Why is it late though, you ask? Let me explain, welcome to the topic of my third blog post.

Being a business operator, and not a business owner.

Now I did not exactly coin that statement myself. Whilst the above wording is mine, it’s derived from the research of my most admired mentor (we’ve never met, but we will), the man who will “not be your guru”, but your personal coach in all things relevant to life — love and relationships, personal growth and happiness, business and finance, you name it. If you haven’t yet, then by way of my noble and profound introduction, meet (can I say that?) Tony Robbins. He’s a leading authority in pretty much anything, and with such impactful insights and teaching techniques, he’s honestly touched the lives of millions of people globally -myself included. I could tell you more, but this is not a sponsored post and I think I have given credit to his idea, so let’s move on.

So essentially without getting into too much detail, Tony portrays being a business operator as a bad thing based on the idea that by being an operator you are stuck into your daily business operations, not giving you time to focus on just high-level stuff, and significantly, enjoy the fact that you actually OWN a business!

Do I agree? Well, I didn’t at first, but now I do.

When starting a business, especially in the super early stages, you do everything yourself. You don’t/won’t/can’t employ (interestingly, an equally balanced combination of those three factors I find), and all the heavy lifting falls onto you. I can’t speak for everyone, so I don’t want to generalise, but at least this is what it was like for me. I did/do absolutely everything from product management, product testing and reviews, UI/UX design, marketing, conceptualising of sales and marketing strategies, sales meetings, customer support on all our channels, account management for our clients, job management and customer to user management, etc etc etc. As Tony would say, “Buddy, you are a fucking business operator”. Every aspect of ops is on me.
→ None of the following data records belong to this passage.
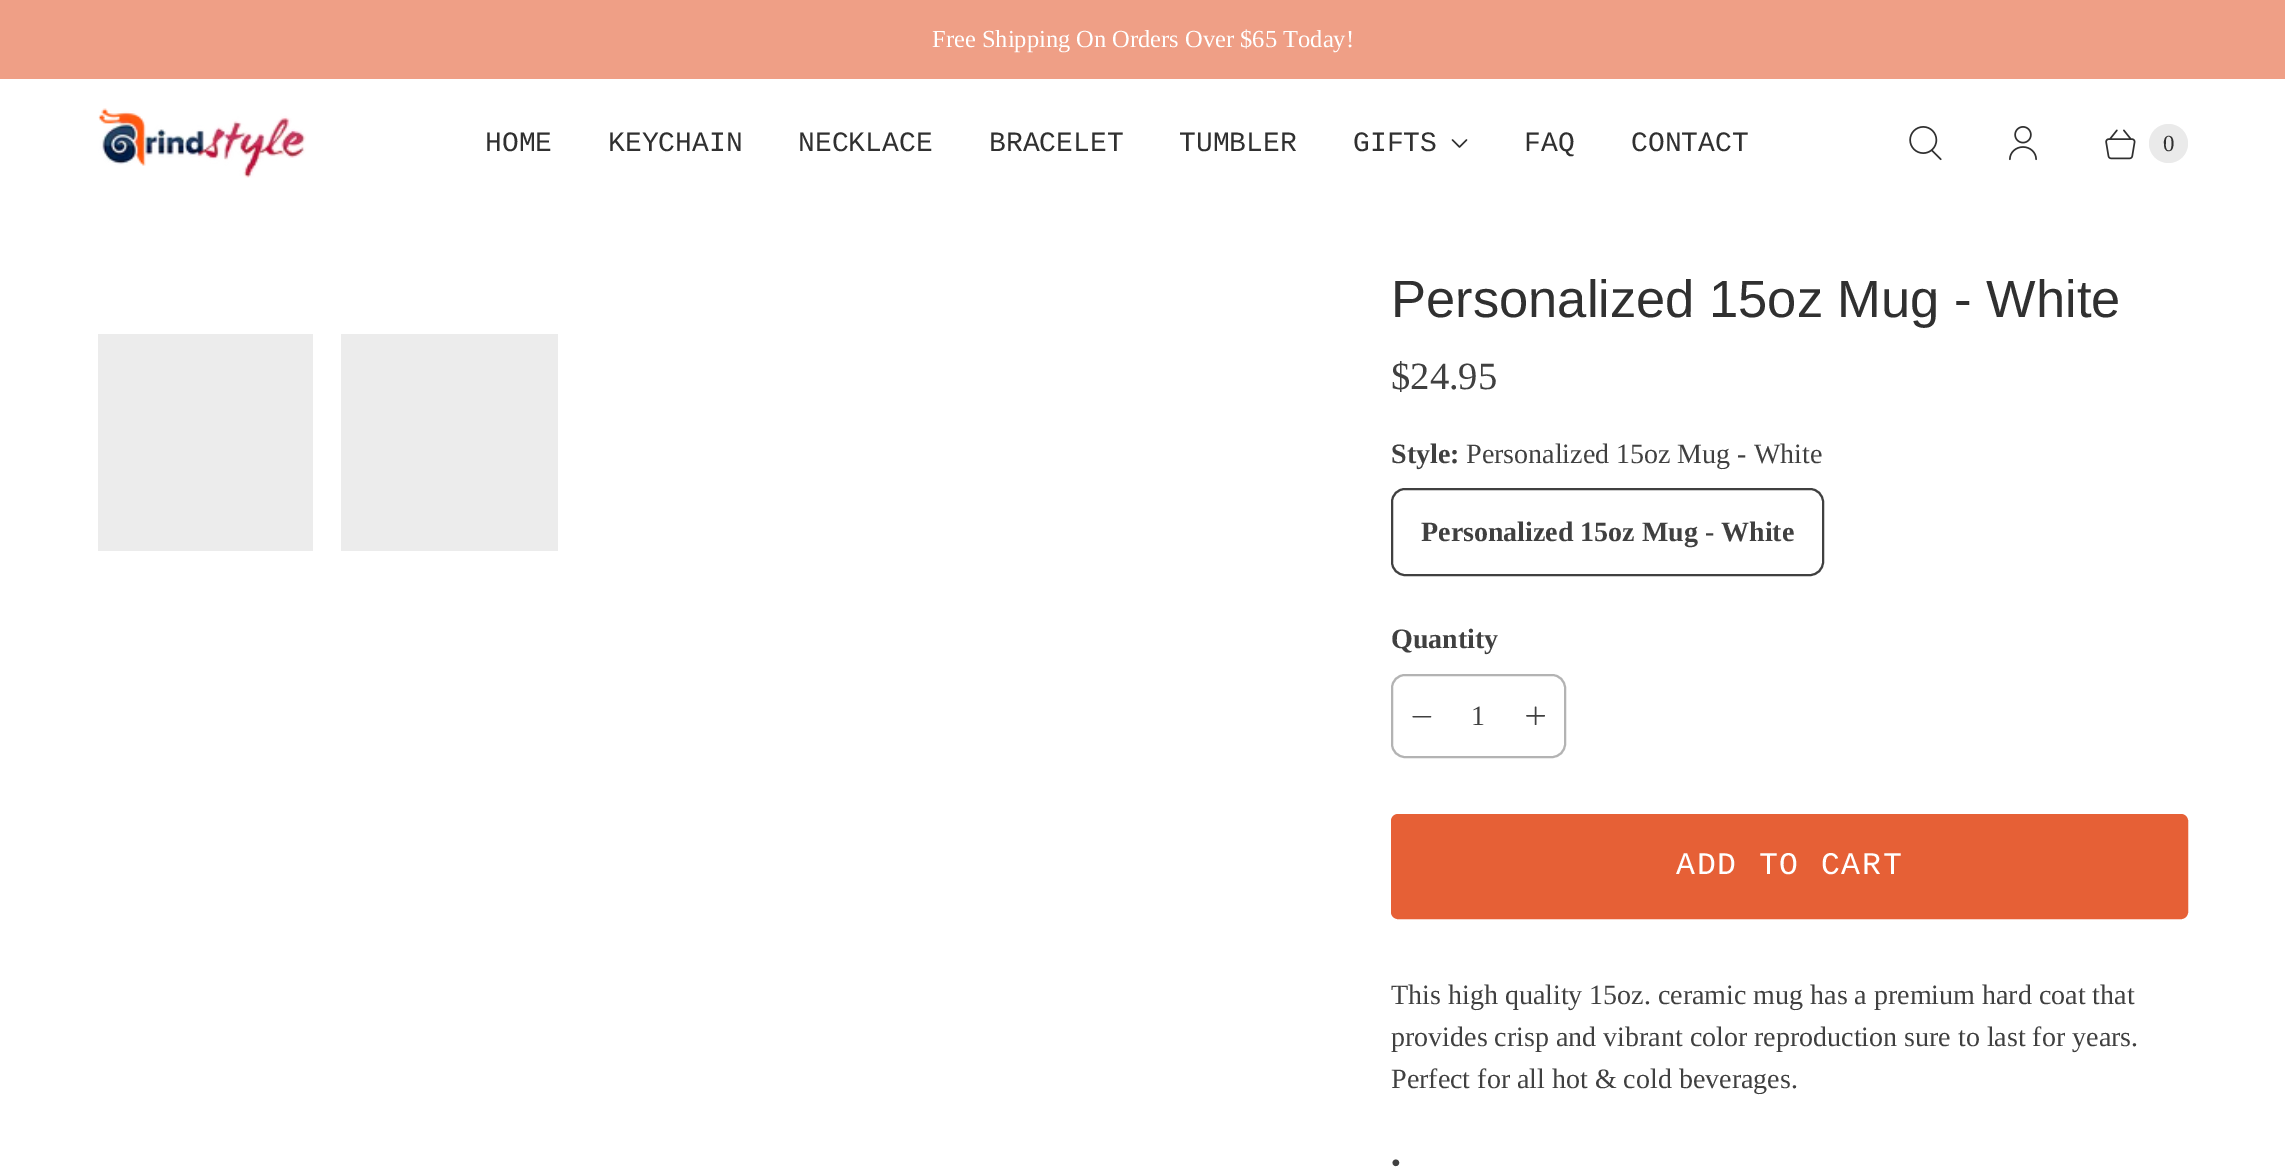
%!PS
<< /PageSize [2285 1167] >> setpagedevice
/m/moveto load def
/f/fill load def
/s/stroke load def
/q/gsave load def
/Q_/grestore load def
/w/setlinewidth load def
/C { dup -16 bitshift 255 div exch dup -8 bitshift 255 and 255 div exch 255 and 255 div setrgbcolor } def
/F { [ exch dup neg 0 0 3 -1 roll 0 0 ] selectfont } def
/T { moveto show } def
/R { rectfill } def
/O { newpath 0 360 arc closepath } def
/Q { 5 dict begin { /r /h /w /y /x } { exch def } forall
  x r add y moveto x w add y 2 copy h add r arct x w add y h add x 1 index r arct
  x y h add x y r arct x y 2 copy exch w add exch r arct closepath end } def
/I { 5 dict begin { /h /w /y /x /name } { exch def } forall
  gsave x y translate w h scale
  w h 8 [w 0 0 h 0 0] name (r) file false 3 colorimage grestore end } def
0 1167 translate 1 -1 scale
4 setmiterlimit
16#FFFFFF C
0 0 2285 1167 R
16#EF9F86 C
0 0 2285 79 R
/LiberationSerif-Regular 24.5 F
16#FFFFFF C
(Free Shipping On Orders Over $65 Today!) 932 47 T
(1.rgb) 98 108 208 70 I
/LiberationMono-Regular 28 F
16#303030 C
(HOME) 485 151 T
(KEYCHAIN) 608 151 T
(NECKLACE) 798 151 T
(BRACELET) 989 151 T
(TUMBLER) 1179 151 T
(GIFTS) 1353 151 T
(2.rgb) 1451 139 17 9 I
(FAQ) 1524 151 T
(CONTACT) 1631 151 T
(3.rgb) 1909 126 33 35 I
(4.rgb) 2009 126 28 35 I
(5.rgb) 2105 129 31 31 I
16#EAEAEA C
2168.5 143.5 19.5 O f
/LiberationSerif-Regular 23 F
16#303030 C
(0) 2163 151 T
16#ECECEC C
98 334 215 217 R
341 334 217 217 R
/LiberationSans-Regular 52.5 F
16#303030 C
(Personalized 15oz Mug - White) 1391 317 T
/LiberationSerif-Regular 38.5 F
16#404040 C
($24.95) 1391 389 T
/LiberationSerif-Bold 28 F
(Style:) 1391 463 T
/LiberationSerif-Regular 28 F
(Personalized 15oz Mug - White) 1466 463 T
2 w
1392 489 431 86 13 Q s
/LiberationSerif-Bold 28 F
(Personalized 15oz Mug - White) 1421 541 T
(Quantity) 1391 648 T
16#B3B3B3 C
1392 675 173 82 13 Q s
(6.rgb) 1412 716 20 2 I
/LiberationSerif-Regular 28 F
16#404040 C
(1) 1471 725 T
(7.rgb) 1526 706 19 19 I
16#E66036 C
1392 815 795 103 6 Q q f Q_
s
/LiberationMono-Regular 31.5 F
16#FFFFFF C
1676 874 m 1.75 0 (ADD TO CART) ashow
/LiberationSerif-Regular 28 F
16#404040 C
(This high quality 15oz. ceramic mug has a premium hard coat that) 1391 1004 T
(provides crisp and vibrant color reproduction sure to last for years.) 1391 1046 T
(Perfect for all hot & cold beverages.) 1391 1088 T
(•) 1391 1172 T
showpage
Every user and customer touch point, on me.

What does that mean? Without help, it means you can’t really turn off, or take a break from operating the business to dedicate time doing deep-work and thinking about growing the business and innovating. Yes, these things happened organically as you operate, but I truly believe not nearly to the extent if that was your priority, in other words — owning the business.

“But Jaryd, you said you didn’t agree with Tony, probably the most educated and respected man on the subject?”. I did say that, here’s why.

I believe being an operator is one of the most important aspects of being a founder and active CEO. Without it, what “operation” is there to own at the end? By being an operator, you have your finger on every pulse, nothing misses your eye, and you truly get to understand the business you are supposed to be building and the problem you will be solving. I say this because, at least from my experience (yes, just 1 venture so far, but my gut tells me that by and large, it’s true), that what you start out doing is likely going to look very different to what you end up owning at the end of the day (if we escape Death Valley, were sadly 95% of startups die with no headstones, and disappear into the abyss of the consumer’s mind). “Jees, that’s dark Jaryd”. That’s because by doing it all yourself, observing and iterating through your continues feedback loops — you learn what assumptions of yours are true, which ones are garbage and that the market dismissed, and what tweaks to make to change your business. You can only get that from being an operator.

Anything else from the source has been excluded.